Em todos os estádios de maturação, foram colhidas três plantas/linha/parcela, totalizando 27 plantas amostradas/parcela (9 linhas na parcela). A colheita foi precedida de sorteio, desprezando-se plantas fora do padrão (outlier = 2 plantas/cova), e preocupou-se em não retirar plantas seguidamente, para evitar possíveis espaços (clarões) entre plantas, que pudessem também conduzir a um efeito competitivo entre elas. Das 27 plantas colhidas, uma foi utilizada para amostra de planta inteira, e as demais, para amostras de colmo + bainha, lâmina foliar e grão, em cada estádio de maturação. Depois de corte realizado a 45 cm do solo, com foice, todas as plantas da mesma parcela eram agrupadas, identificadas e transportadas para um local apropriado.

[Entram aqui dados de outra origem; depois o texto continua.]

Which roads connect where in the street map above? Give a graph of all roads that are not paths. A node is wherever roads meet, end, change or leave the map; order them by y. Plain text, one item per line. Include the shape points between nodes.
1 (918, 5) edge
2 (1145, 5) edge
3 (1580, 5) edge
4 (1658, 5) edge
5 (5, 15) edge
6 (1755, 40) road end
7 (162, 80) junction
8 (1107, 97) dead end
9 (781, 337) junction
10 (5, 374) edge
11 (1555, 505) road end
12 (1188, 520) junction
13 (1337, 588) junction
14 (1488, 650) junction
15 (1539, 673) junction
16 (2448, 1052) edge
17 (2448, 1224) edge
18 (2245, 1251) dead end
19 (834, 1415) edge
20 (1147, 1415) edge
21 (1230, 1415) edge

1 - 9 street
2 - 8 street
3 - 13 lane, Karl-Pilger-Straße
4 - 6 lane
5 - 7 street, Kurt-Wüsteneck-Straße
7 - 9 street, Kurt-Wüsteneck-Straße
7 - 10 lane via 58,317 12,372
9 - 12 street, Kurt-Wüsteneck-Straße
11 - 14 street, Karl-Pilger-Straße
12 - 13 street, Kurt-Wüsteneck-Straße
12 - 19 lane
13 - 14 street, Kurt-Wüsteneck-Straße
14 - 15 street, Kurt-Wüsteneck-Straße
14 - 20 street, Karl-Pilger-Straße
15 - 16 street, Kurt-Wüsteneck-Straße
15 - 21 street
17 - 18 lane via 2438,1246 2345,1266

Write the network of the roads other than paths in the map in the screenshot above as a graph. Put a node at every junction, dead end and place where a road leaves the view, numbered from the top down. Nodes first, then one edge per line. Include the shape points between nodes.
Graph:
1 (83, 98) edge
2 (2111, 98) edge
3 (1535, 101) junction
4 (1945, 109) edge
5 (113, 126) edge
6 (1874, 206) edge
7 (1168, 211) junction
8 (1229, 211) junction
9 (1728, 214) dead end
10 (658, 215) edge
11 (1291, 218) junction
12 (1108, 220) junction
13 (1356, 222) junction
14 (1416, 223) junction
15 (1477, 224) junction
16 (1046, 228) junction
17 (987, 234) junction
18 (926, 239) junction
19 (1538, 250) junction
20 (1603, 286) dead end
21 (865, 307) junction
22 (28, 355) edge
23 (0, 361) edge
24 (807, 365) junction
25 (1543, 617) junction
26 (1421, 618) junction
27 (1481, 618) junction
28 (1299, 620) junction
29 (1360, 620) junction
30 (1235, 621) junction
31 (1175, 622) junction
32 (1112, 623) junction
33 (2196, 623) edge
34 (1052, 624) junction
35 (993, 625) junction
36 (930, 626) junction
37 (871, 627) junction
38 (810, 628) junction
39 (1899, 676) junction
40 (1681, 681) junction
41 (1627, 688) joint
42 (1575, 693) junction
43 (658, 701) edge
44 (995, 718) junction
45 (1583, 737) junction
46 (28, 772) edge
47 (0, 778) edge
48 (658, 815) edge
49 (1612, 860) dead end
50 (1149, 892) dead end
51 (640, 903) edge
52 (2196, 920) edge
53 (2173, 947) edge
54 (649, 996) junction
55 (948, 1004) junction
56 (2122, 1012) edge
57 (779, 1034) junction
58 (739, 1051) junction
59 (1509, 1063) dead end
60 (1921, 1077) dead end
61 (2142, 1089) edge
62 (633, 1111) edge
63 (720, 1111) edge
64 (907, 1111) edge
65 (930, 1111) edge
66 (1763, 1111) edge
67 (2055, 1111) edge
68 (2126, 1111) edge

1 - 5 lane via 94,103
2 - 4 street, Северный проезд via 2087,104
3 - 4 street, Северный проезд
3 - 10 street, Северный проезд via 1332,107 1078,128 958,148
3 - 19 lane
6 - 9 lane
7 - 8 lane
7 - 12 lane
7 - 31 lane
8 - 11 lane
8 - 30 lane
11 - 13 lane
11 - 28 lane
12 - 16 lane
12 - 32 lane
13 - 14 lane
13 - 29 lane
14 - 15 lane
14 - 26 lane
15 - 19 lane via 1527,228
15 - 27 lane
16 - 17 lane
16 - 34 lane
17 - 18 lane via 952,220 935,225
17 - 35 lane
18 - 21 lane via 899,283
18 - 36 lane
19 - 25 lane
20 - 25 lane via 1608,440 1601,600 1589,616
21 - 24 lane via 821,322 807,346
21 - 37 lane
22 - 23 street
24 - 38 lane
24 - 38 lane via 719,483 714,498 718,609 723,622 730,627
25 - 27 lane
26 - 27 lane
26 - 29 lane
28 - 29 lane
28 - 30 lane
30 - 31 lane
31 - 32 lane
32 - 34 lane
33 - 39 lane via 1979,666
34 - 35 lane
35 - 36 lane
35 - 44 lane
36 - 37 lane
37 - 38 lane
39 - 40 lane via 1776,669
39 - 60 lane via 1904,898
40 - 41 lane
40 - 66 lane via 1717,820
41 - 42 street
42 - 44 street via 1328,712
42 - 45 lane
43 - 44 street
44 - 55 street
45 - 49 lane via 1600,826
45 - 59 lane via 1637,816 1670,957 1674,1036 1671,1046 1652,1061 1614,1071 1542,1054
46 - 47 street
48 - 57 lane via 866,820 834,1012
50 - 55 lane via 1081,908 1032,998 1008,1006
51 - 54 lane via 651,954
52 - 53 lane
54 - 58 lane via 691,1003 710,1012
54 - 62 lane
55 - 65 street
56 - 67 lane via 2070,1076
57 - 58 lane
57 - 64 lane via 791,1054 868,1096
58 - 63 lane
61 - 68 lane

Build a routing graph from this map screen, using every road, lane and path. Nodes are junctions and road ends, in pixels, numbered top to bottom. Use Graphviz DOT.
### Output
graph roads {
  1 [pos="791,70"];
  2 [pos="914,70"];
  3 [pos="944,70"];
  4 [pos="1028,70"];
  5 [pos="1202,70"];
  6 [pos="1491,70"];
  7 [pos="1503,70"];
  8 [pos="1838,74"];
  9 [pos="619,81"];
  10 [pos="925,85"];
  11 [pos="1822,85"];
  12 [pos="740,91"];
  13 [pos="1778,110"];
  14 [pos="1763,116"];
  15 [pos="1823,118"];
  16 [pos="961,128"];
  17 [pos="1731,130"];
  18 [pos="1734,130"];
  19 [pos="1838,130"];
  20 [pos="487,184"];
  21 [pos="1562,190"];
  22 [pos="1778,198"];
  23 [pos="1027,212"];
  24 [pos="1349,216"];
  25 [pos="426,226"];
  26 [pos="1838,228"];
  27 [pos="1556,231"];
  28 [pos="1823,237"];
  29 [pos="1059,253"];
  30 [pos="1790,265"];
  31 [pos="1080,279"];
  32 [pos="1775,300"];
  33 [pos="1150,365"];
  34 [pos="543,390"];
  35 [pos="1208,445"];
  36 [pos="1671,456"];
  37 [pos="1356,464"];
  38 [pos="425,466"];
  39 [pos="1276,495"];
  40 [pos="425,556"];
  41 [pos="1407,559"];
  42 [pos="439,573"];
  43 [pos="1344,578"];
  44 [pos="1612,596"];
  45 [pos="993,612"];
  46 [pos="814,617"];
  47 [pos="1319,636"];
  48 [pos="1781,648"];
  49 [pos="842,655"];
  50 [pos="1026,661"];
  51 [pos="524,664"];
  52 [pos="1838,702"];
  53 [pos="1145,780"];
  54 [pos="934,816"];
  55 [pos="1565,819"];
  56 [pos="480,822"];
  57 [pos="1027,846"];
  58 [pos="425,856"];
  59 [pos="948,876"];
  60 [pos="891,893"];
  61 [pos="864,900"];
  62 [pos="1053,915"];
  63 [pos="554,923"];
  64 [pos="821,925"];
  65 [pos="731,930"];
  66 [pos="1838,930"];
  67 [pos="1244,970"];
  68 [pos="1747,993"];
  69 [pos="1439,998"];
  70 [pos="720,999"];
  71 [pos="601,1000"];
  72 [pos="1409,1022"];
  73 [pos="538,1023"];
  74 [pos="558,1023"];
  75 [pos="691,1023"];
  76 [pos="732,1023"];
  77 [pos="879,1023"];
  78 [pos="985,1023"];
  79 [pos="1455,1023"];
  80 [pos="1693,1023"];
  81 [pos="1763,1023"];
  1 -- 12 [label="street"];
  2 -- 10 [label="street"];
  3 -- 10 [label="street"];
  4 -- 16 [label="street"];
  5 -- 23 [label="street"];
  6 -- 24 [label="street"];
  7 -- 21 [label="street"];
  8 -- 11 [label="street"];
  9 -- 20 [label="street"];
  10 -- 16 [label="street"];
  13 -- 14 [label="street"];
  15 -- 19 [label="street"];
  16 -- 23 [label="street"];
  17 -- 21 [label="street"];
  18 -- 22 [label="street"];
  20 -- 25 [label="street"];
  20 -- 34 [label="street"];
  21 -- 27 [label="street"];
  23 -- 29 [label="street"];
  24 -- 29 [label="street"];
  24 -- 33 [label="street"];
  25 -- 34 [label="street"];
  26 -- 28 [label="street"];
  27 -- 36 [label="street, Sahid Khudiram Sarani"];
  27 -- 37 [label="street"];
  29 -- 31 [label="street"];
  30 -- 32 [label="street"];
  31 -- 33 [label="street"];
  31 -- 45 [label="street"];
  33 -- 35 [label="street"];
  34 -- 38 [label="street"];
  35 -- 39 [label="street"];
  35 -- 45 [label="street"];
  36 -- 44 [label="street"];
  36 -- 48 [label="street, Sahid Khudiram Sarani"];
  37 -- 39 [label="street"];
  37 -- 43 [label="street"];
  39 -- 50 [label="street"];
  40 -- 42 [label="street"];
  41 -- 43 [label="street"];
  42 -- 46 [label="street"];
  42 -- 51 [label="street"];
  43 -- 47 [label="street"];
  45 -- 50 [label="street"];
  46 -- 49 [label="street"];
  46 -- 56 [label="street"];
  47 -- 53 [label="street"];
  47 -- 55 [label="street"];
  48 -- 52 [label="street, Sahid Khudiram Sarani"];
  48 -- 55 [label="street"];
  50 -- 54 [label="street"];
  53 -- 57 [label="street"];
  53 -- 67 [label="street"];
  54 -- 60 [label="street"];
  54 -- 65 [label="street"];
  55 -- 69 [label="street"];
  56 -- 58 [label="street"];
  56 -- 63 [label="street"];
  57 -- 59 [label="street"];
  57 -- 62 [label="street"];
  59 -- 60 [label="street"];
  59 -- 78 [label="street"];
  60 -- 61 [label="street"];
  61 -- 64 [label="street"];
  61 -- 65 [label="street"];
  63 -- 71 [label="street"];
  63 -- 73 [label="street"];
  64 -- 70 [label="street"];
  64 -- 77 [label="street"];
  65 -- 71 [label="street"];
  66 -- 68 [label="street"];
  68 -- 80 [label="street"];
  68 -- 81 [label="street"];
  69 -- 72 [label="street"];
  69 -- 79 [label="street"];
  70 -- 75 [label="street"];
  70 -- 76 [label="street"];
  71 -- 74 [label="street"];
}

Para cada estádio de maturação, procedeu-se à pesagem, em balança com capacidade de 15 kg, da massa verde de cada planta colhida individualmente e, posteriormente, foi feita a separação de colmo + bainha, lâmina foliar, grão, sabugo e palha para pesagem destes.

Depois das pesagens e com posterior determinação do teor de MS, pode-se obter as relações (%) de grão, de espiga, de sabugo + palha, de colmo + bainha e de lâmina foliar na planta inteira dos híbridos, nos cinco estádios de maturação.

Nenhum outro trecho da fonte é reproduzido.